ASSIGNED TASK
Please return each line of the listing exactly as given.

★ ★ ★ ★

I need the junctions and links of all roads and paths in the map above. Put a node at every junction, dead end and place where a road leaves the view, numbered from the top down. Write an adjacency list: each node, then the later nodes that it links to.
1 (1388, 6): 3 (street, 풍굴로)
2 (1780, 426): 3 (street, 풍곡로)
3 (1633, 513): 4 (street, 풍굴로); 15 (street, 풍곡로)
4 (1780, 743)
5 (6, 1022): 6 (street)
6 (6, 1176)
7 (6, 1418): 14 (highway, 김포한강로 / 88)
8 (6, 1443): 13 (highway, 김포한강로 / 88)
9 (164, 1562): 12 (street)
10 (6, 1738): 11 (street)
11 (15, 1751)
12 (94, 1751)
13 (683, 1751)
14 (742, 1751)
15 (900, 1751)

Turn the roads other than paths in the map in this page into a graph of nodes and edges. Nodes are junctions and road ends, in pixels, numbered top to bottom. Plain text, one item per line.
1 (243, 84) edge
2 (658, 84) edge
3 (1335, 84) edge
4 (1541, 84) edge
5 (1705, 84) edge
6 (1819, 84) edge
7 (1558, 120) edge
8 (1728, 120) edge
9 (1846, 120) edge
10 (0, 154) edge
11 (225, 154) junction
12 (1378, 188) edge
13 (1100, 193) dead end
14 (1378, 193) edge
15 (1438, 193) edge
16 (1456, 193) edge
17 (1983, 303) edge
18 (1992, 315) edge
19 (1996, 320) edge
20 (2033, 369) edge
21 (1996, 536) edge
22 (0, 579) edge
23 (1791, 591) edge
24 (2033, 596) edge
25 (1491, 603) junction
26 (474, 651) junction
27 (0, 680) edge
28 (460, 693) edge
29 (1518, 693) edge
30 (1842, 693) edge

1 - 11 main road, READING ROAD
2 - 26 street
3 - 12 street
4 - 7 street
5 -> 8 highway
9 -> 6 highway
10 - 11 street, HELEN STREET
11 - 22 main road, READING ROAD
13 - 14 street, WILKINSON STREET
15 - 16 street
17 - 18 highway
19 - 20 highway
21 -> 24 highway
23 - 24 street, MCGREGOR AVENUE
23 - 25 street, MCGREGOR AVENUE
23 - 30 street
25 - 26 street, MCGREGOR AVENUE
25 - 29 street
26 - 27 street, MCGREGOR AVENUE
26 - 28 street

★ ★ ★ ★

EXERCISE RESPONSE
I need the junctions and links of all roads and paths in the map above. Put a node at every junction, dead end and place where a road leaves the view, numbered from the top down. Write an adjacency list: each node, then the later nodes that it links to.
1 (1388, 6): 3 (street, 풍굴로)
2 (1780, 426): 3 (street, 풍곡로)
3 (1633, 513): 4 (street, 풍굴로); 15 (street, 풍곡로)
4 (1780, 743)
5 (6, 1022): 6 (street)
6 (6, 1176)
7 (6, 1418): 14 (highway, 김포한강로 / 88)
8 (6, 1443): 13 (highway, 김포한강로 / 88)
9 (164, 1562): 12 (street)
10 (6, 1738): 11 (street)
11 (15, 1751)
12 (94, 1751)
13 (683, 1751)
14 (742, 1751)
15 (900, 1751)

Turn the roads other than paths in the map in this page into a graph of nodes and edges. Nodes are junctions and road ends, in pixels, numbered top to bottom. Plain text, one item per line.
1 (243, 84) edge
2 (658, 84) edge
3 (1335, 84) edge
4 (1541, 84) edge
5 (1705, 84) edge
6 (1819, 84) edge
7 (1558, 120) edge
8 (1728, 120) edge
9 (1846, 120) edge
10 (0, 154) edge
11 (225, 154) junction
12 (1378, 188) edge
13 (1100, 193) dead end
14 (1378, 193) edge
15 (1438, 193) edge
16 (1456, 193) edge
17 (1983, 303) edge
18 (1992, 315) edge
19 (1996, 320) edge
20 (2033, 369) edge
21 (1996, 536) edge
22 (0, 579) edge
23 (1791, 591) edge
24 (2033, 596) edge
25 (1491, 603) junction
26 (474, 651) junction
27 (0, 680) edge
28 (460, 693) edge
29 (1518, 693) edge
30 (1842, 693) edge

1 - 11 main road, READING ROAD
2 - 26 street
3 - 12 street
4 - 7 street
5 -> 8 highway
9 -> 6 highway
10 - 11 street, HELEN STREET
11 - 22 main road, READING ROAD
13 - 14 street, WILKINSON STREET
15 - 16 street
17 - 18 highway
19 - 20 highway
21 -> 24 highway
23 - 24 street, MCGREGOR AVENUE
23 - 25 street, MCGREGOR AVENUE
23 - 30 street
25 - 26 street, MCGREGOR AVENUE
25 - 29 street
26 - 27 street, MCGREGOR AVENUE
26 - 28 street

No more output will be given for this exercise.